The Thunder River Rapids ride whisks people in circular rafts along a fast-moving, man-made river. A malfunction caused two people to be thrown from their raft, while two others were caught in the ride, said Gavin Fuller, an officer with the Queensland Ambulance Service.
He did not know whether the two victims who were caught in the ride were trapped under water or caught in the machinery.
Park staffers administered first aid to the victims, but their injuries proved fatal, Fuller said.
Kim Dorsett of Canberra confirmed two of the victims were her children: Kate Goodchild, 32, and Luke Dorsett, 35.
"I have three children and have lost two of them today -- my whole family has been wiped out," she told The Courier-Mail newspaper.
Kim Dorsett was on a family vacation with her children and Goodchild's daughters from Canberra.
"I have two granddaughters -- an 8-month-old and a 12-year-old -- and it truly breaks my heart to know that my 8-month-old is never going to get to know her mom," she said.
Police have declined to identify the other two victims, a 38-year-old man and a 42 year-old woman.
Reports say the man was Luke Dorsett's partner from Canberra, and the woman was a New Zealand citizen who lived in Sydney.
Reid said he was not aware of previous problems with the ride.
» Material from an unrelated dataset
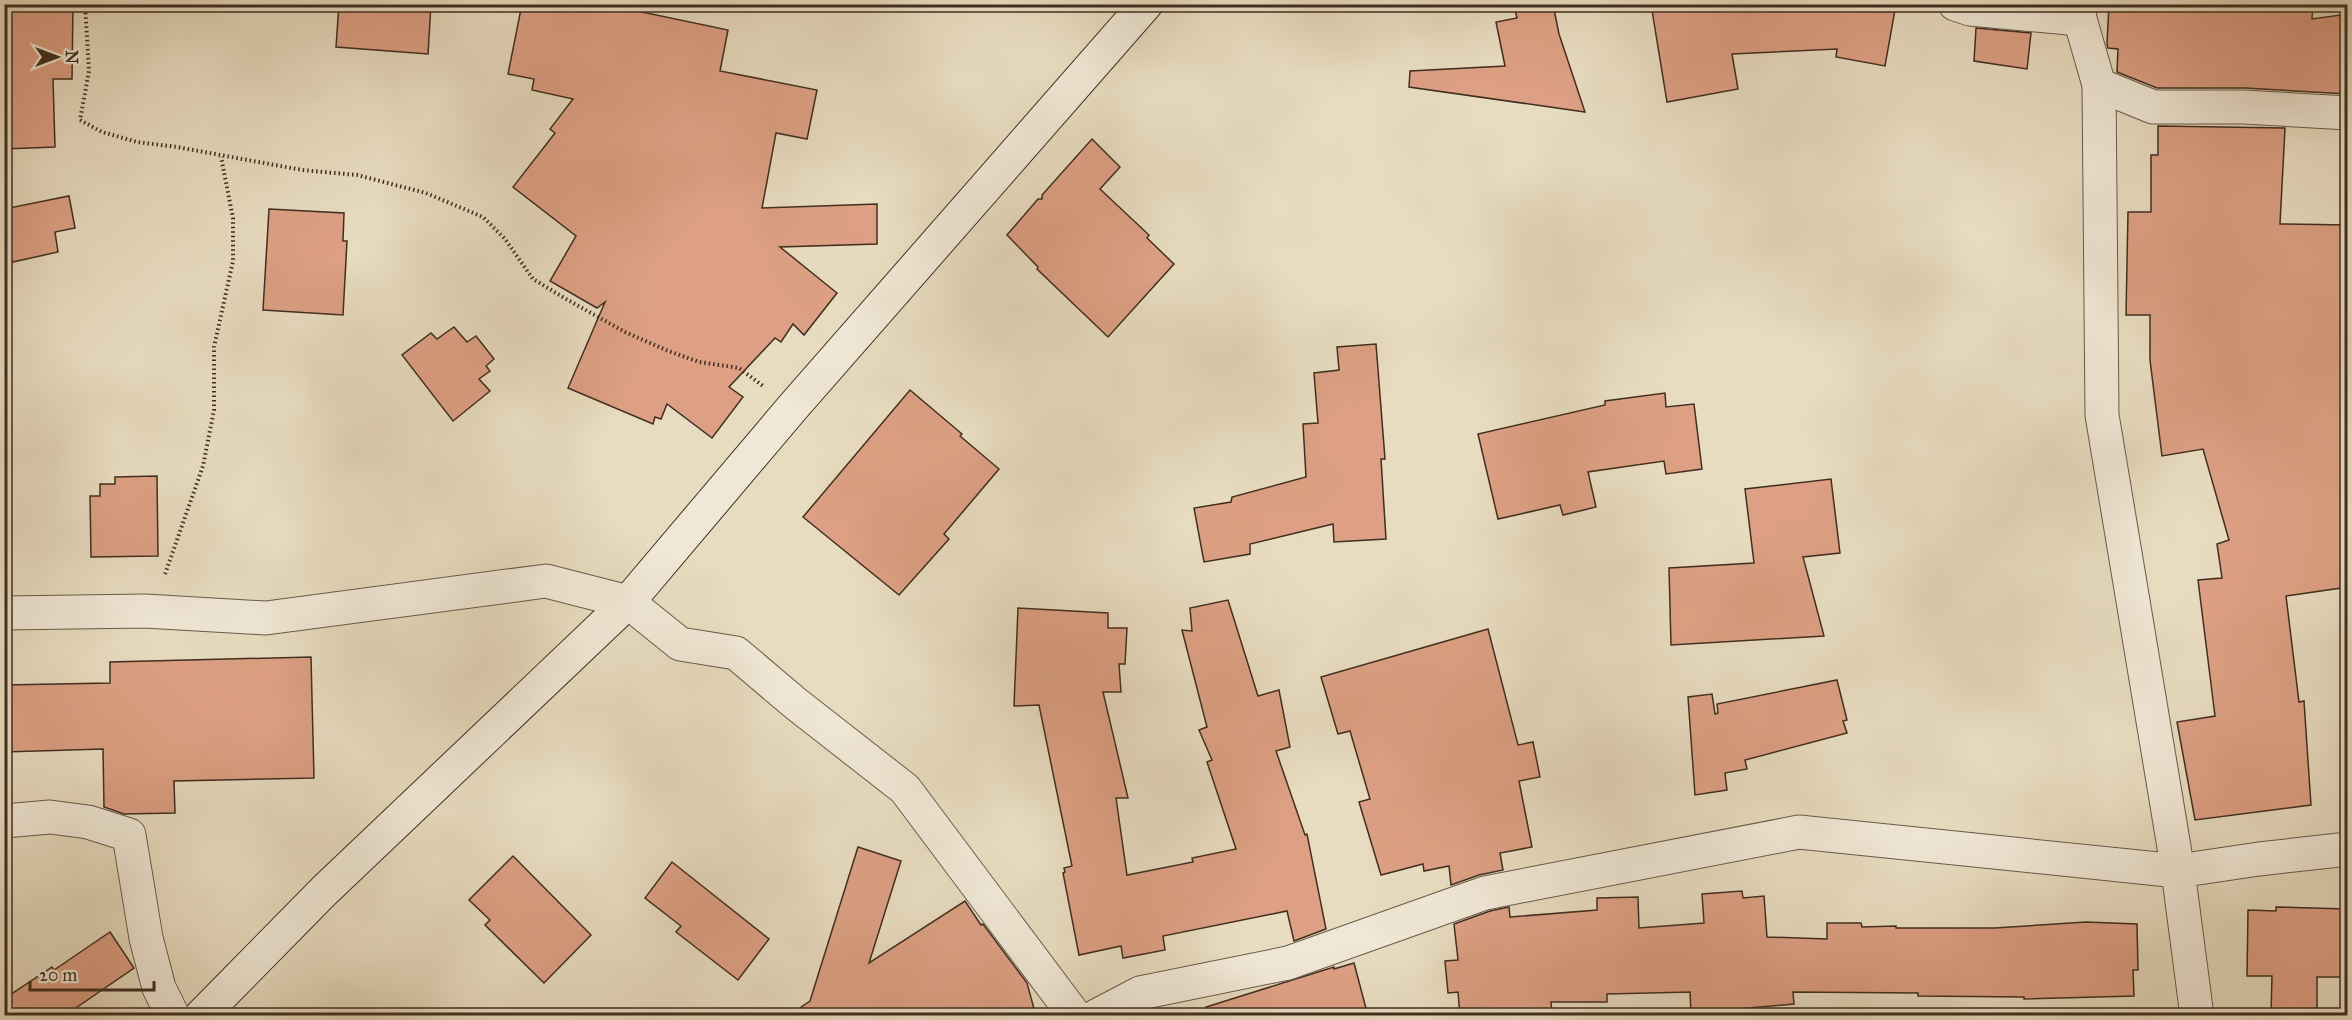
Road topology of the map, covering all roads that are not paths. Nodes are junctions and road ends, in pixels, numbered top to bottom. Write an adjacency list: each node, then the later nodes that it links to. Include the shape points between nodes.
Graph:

Police were interviewing witnesses and reviewing closed-circuit television footage of the incident while crews worked to remove the bodies from the scene Tuesday night, he said.
"It is a complex retrieval involving heavy equipment, and that will take several hours," Reid said.
Dreamworld CEO Craig Davidson said the park was working with police to try and determine what went wrong. The park was closed after the accident and was expected to remain closed today.